Segment Start: Record extracts
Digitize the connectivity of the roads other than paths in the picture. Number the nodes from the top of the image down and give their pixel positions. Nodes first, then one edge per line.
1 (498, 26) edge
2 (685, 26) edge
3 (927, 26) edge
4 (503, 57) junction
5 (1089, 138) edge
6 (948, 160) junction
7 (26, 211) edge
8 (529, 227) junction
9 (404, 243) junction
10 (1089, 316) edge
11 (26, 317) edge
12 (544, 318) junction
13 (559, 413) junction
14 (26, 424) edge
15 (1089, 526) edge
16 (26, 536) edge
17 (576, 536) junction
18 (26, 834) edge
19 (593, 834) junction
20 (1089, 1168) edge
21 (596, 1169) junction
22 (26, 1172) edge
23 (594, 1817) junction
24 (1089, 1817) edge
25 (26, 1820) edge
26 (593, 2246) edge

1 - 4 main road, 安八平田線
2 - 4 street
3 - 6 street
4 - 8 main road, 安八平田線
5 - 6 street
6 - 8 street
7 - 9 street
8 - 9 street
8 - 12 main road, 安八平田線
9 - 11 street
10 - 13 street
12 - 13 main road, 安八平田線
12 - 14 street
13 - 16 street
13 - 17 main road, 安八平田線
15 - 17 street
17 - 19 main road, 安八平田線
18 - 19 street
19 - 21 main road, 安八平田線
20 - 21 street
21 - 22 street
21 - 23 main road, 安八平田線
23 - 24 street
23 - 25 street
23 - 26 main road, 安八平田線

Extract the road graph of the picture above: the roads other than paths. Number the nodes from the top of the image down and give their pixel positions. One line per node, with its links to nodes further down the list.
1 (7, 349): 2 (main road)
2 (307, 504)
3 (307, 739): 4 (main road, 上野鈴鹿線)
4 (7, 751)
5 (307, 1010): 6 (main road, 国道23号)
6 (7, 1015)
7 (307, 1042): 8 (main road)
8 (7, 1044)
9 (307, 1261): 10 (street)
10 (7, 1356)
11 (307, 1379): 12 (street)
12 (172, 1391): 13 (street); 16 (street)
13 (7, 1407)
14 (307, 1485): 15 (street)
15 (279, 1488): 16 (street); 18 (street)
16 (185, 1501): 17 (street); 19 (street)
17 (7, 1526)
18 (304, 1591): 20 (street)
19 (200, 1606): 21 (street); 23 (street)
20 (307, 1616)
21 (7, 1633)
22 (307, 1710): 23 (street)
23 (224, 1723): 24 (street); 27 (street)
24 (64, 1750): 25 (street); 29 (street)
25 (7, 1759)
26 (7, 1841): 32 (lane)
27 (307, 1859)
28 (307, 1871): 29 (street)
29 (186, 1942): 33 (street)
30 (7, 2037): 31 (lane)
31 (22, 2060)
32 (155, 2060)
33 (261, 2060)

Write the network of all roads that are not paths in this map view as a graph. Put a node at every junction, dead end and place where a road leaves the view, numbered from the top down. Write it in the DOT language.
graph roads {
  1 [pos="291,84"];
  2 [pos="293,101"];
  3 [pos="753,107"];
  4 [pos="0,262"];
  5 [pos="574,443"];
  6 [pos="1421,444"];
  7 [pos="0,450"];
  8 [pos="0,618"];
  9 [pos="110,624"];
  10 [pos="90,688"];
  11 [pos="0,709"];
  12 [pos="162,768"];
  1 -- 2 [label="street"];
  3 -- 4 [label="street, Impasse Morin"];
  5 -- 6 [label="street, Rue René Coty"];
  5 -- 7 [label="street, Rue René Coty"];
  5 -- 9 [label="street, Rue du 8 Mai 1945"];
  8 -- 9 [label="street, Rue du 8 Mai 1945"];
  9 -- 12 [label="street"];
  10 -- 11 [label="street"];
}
Segment End: Record extracts
Each entry must be retyped exactly as it was written above.

Digitize the connectivity of the roads other than paths in the picture. Number the nodes from the top of the image down and give their pixel positions. Nodes first, then one edge per line.
1 (498, 26) edge
2 (685, 26) edge
3 (927, 26) edge
4 (503, 57) junction
5 (1089, 138) edge
6 (948, 160) junction
7 (26, 211) edge
8 (529, 227) junction
9 (404, 243) junction
10 (1089, 316) edge
11 (26, 317) edge
12 (544, 318) junction
13 (559, 413) junction
14 (26, 424) edge
15 (1089, 526) edge
16 (26, 536) edge
17 (576, 536) junction
18 (26, 834) edge
19 (593, 834) junction
20 (1089, 1168) edge
21 (596, 1169) junction
22 (26, 1172) edge
23 (594, 1817) junction
24 (1089, 1817) edge
25 (26, 1820) edge
26 (593, 2246) edge

1 - 4 main road, 安八平田線
2 - 4 street
3 - 6 street
4 - 8 main road, 安八平田線
5 - 6 street
6 - 8 street
7 - 9 street
8 - 9 street
8 - 12 main road, 安八平田線
9 - 11 street
10 - 13 street
12 - 13 main road, 安八平田線
12 - 14 street
13 - 16 street
13 - 17 main road, 安八平田線
15 - 17 street
17 - 19 main road, 安八平田線
18 - 19 street
19 - 21 main road, 安八平田線
20 - 21 street
21 - 22 street
21 - 23 main road, 安八平田線
23 - 24 street
23 - 25 street
23 - 26 main road, 安八平田線

Extract the road graph of the picture above: the roads other than paths. Number the nodes from the top of the image down and give their pixel positions. One line per node, with its links to nodes further down the list.
1 (7, 349): 2 (main road)
2 (307, 504)
3 (307, 739): 4 (main road, 上野鈴鹿線)
4 (7, 751)
5 (307, 1010): 6 (main road, 国道23号)
6 (7, 1015)
7 (307, 1042): 8 (main road)
8 (7, 1044)
9 (307, 1261): 10 (street)
10 (7, 1356)
11 (307, 1379): 12 (street)
12 (172, 1391): 13 (street); 16 (street)
13 (7, 1407)
14 (307, 1485): 15 (street)
15 (279, 1488): 16 (street); 18 (street)
16 (185, 1501): 17 (street); 19 (street)
17 (7, 1526)
18 (304, 1591): 20 (street)
19 (200, 1606): 21 (street); 23 (street)
20 (307, 1616)
21 (7, 1633)
22 (307, 1710): 23 (street)
23 (224, 1723): 24 (street); 27 (street)
24 (64, 1750): 25 (street); 29 (street)
25 (7, 1759)
26 (7, 1841): 32 (lane)
27 (307, 1859)
28 (307, 1871): 29 (street)
29 (186, 1942): 33 (street)
30 (7, 2037): 31 (lane)
31 (22, 2060)
32 (155, 2060)
33 (261, 2060)

Write the network of all roads that are not paths in this map view as a graph. Put a node at every junction, dead end and place where a road leaves the view, numbered from the top down. Write it in the DOT language.
graph roads {
  1 [pos="291,84"];
  2 [pos="293,101"];
  3 [pos="753,107"];
  4 [pos="0,262"];
  5 [pos="574,443"];
  6 [pos="1421,444"];
  7 [pos="0,450"];
  8 [pos="0,618"];
  9 [pos="110,624"];
  10 [pos="90,688"];
  11 [pos="0,709"];
  12 [pos="162,768"];
  1 -- 2 [label="street"];
  3 -- 4 [label="street, Impasse Morin"];
  5 -- 6 [label="street, Rue René Coty"];
  5 -- 7 [label="street, Rue René Coty"];
  5 -- 9 [label="street, Rue du 8 Mai 1945"];
  8 -- 9 [label="street, Rue du 8 Mai 1945"];
  9 -- 12 [label="street"];
  10 -- 11 [label="street"];
}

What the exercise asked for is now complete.